Collected data entries

* * * * *

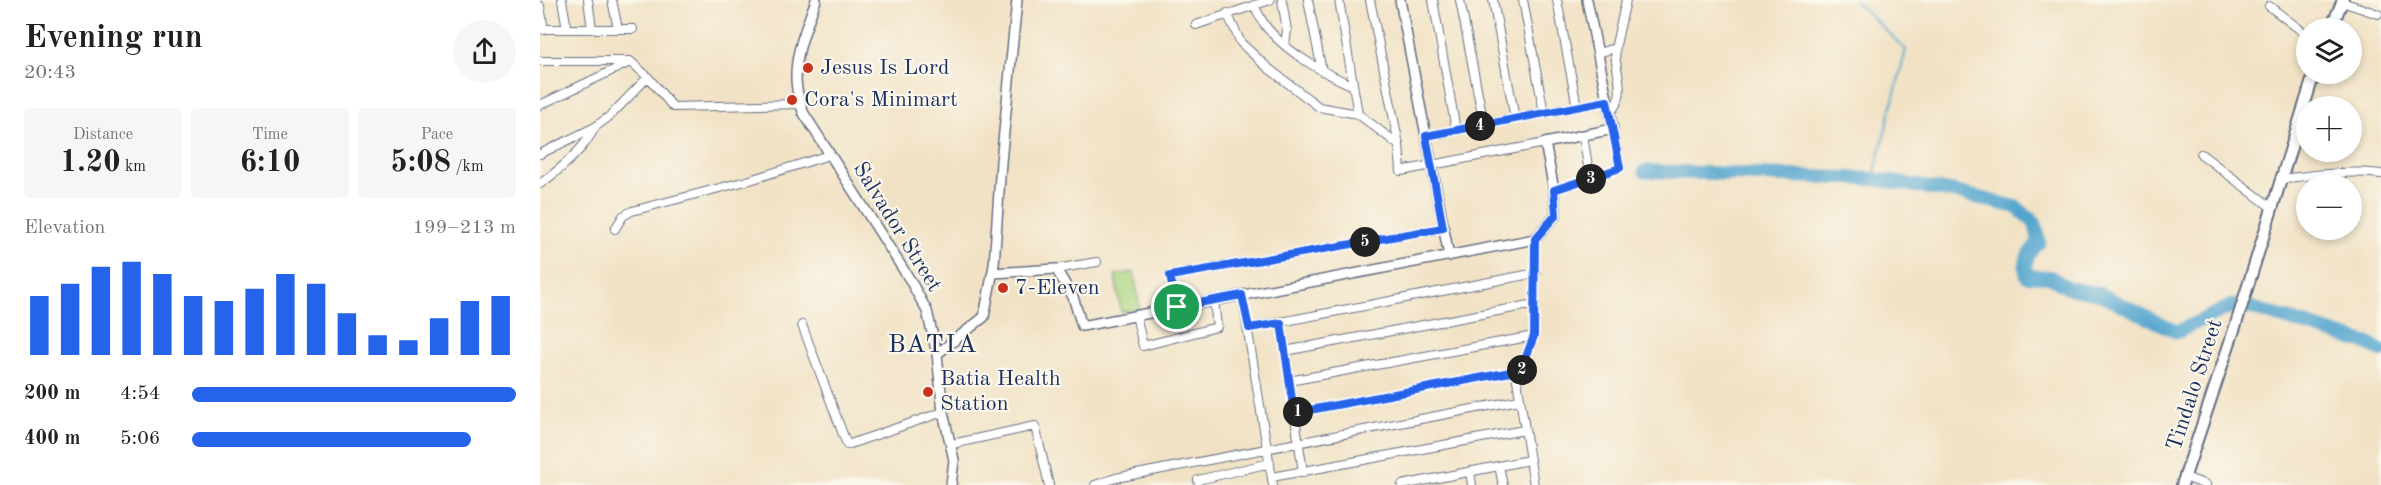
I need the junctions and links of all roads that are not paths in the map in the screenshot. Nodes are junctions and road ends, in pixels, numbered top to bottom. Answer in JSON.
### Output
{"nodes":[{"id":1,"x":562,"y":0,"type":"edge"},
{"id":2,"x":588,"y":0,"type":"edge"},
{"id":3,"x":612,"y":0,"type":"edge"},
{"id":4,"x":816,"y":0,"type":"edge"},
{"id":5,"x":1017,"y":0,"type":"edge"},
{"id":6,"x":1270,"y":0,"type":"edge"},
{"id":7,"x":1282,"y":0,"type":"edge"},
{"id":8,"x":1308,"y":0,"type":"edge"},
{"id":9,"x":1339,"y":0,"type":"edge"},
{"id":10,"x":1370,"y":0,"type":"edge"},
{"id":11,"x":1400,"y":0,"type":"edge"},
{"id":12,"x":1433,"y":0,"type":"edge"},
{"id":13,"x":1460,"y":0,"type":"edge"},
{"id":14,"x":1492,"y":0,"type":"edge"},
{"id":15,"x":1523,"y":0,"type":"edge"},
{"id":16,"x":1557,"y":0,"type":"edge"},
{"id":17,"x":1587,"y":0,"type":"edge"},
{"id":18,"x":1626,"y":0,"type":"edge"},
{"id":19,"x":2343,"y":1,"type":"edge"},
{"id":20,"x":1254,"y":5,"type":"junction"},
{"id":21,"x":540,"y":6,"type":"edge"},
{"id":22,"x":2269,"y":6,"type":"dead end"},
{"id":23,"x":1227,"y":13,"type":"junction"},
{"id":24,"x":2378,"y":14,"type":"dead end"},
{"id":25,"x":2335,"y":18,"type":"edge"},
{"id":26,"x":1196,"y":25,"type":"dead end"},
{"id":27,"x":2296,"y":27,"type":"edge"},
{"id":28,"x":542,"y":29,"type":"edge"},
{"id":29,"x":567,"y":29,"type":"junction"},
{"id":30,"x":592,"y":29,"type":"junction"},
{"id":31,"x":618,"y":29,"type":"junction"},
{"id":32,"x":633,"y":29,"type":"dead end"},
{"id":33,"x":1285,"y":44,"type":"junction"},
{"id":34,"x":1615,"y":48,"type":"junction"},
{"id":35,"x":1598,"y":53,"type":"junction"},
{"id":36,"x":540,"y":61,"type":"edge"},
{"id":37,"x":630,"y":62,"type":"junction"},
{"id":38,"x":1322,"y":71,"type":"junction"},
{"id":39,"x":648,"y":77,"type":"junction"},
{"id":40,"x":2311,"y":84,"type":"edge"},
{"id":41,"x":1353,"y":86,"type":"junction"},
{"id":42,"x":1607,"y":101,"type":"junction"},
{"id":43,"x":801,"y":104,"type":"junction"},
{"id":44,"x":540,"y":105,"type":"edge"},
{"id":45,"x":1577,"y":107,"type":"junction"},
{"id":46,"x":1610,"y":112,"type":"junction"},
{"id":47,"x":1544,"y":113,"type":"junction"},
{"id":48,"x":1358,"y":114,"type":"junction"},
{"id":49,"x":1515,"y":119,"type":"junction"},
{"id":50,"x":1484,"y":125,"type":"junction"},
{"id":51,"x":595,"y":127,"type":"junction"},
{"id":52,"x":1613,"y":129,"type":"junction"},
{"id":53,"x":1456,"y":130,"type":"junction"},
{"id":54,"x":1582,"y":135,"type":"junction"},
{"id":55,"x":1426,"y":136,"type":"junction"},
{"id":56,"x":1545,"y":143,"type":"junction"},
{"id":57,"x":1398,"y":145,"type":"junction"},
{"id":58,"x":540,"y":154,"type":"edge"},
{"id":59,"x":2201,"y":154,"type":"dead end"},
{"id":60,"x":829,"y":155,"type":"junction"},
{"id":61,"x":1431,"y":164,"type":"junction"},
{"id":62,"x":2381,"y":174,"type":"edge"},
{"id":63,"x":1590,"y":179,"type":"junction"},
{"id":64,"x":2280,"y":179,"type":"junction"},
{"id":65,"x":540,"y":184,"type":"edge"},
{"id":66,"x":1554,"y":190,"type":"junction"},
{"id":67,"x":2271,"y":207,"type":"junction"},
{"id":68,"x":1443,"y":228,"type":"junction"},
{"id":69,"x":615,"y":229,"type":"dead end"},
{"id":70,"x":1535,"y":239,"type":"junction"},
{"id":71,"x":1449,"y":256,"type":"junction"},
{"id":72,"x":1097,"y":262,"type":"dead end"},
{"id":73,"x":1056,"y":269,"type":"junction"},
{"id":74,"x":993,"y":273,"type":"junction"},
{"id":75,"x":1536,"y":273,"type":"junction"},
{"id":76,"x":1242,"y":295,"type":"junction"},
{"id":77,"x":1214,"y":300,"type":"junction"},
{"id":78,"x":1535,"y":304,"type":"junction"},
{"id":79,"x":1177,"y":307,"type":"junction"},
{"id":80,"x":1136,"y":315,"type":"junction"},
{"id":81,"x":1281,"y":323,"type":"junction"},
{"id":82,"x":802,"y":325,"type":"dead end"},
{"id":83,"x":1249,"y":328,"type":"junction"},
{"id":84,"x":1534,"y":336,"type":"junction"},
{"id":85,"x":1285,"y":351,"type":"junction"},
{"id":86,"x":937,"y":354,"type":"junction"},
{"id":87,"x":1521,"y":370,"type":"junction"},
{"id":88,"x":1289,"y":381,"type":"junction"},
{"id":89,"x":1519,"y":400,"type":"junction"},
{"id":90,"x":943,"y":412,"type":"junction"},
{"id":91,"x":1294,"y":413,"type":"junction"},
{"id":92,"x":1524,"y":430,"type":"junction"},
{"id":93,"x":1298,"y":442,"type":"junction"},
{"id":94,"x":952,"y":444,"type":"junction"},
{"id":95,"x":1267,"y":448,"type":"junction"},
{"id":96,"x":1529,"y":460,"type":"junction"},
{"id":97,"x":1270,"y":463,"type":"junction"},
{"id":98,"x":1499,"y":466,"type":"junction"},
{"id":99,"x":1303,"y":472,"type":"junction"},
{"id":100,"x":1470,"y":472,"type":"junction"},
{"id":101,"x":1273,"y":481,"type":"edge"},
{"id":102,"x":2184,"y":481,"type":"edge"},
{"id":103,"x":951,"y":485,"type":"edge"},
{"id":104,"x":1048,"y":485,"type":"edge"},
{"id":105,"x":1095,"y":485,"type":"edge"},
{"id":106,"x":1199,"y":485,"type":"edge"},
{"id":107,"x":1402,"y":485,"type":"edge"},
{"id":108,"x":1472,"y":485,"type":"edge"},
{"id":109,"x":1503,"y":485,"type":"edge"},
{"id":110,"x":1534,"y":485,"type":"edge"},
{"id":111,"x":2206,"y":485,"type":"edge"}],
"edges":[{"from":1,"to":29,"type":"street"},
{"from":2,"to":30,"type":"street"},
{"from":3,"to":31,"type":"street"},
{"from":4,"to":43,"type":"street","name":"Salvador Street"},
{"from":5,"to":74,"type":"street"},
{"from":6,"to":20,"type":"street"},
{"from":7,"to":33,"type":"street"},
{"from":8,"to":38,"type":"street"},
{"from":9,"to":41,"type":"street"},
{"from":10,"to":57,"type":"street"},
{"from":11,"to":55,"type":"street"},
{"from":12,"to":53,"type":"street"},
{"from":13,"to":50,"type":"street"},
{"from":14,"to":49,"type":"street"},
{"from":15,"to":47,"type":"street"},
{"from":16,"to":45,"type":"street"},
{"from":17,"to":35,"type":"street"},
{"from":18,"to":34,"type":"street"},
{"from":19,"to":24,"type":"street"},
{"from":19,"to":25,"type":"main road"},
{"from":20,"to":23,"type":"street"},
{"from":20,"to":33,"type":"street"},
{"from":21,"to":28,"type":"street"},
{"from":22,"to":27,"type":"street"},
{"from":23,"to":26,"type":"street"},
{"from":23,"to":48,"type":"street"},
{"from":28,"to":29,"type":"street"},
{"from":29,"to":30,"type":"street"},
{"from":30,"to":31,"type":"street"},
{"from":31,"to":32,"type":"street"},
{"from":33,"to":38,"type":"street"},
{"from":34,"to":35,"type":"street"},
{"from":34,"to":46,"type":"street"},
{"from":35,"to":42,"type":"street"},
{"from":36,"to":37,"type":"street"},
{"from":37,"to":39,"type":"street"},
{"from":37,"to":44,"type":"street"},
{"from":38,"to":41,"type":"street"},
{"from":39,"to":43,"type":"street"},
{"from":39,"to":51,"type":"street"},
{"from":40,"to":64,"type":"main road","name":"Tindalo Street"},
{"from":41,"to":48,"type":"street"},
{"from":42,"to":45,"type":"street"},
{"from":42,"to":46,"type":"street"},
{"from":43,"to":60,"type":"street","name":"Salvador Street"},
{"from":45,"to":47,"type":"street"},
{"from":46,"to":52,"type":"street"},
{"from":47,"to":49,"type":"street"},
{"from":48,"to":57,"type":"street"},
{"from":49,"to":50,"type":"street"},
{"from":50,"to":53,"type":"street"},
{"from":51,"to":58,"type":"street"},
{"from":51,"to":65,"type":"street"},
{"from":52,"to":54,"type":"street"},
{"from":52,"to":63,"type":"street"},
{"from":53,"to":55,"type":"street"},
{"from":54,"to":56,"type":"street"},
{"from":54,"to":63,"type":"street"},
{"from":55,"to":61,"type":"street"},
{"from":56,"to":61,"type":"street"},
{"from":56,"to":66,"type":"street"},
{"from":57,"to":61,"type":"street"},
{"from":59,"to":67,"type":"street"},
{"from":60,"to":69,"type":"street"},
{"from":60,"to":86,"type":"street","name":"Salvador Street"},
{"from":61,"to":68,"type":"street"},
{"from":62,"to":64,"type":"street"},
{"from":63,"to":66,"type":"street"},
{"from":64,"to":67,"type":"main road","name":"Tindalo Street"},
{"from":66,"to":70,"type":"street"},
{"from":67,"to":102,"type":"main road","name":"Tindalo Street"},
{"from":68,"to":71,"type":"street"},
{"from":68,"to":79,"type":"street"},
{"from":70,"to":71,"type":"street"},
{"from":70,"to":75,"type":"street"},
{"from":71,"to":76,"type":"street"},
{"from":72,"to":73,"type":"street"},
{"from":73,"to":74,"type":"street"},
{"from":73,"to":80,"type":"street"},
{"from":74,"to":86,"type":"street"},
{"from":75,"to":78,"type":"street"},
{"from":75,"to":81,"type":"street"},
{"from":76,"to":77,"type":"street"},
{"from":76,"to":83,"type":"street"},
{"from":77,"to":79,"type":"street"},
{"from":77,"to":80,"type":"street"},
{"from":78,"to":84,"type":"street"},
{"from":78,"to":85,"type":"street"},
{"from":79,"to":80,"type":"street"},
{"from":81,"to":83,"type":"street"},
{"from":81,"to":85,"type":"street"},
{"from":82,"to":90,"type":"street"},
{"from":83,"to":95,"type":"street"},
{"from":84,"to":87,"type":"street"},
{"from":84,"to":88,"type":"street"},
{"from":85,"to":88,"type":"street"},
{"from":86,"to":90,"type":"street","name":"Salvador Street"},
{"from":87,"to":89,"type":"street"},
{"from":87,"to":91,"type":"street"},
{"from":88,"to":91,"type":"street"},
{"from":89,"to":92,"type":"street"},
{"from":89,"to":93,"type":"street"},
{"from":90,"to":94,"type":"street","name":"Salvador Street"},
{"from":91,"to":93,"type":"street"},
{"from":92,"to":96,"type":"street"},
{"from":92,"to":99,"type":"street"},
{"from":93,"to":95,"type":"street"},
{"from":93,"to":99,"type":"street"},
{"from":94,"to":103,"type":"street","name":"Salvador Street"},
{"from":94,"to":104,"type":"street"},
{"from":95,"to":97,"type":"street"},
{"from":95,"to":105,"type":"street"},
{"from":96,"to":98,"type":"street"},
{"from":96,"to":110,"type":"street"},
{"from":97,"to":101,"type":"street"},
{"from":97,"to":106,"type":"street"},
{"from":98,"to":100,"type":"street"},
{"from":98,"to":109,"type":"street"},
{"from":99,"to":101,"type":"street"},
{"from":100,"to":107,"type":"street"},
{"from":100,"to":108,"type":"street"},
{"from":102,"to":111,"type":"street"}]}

* * * * *

### YOUR INSTRUCTIONS:
Copy out every line of the data in which the word "Tindalo" is found.

### ANSWER:
{"from":40,"to":64,"type":"main road","name":"Tindalo Street"},
{"from":64,"to":67,"type":"main road","name":"Tindalo Street"},
{"from":67,"to":102,"type":"main road","name":"Tindalo Street"},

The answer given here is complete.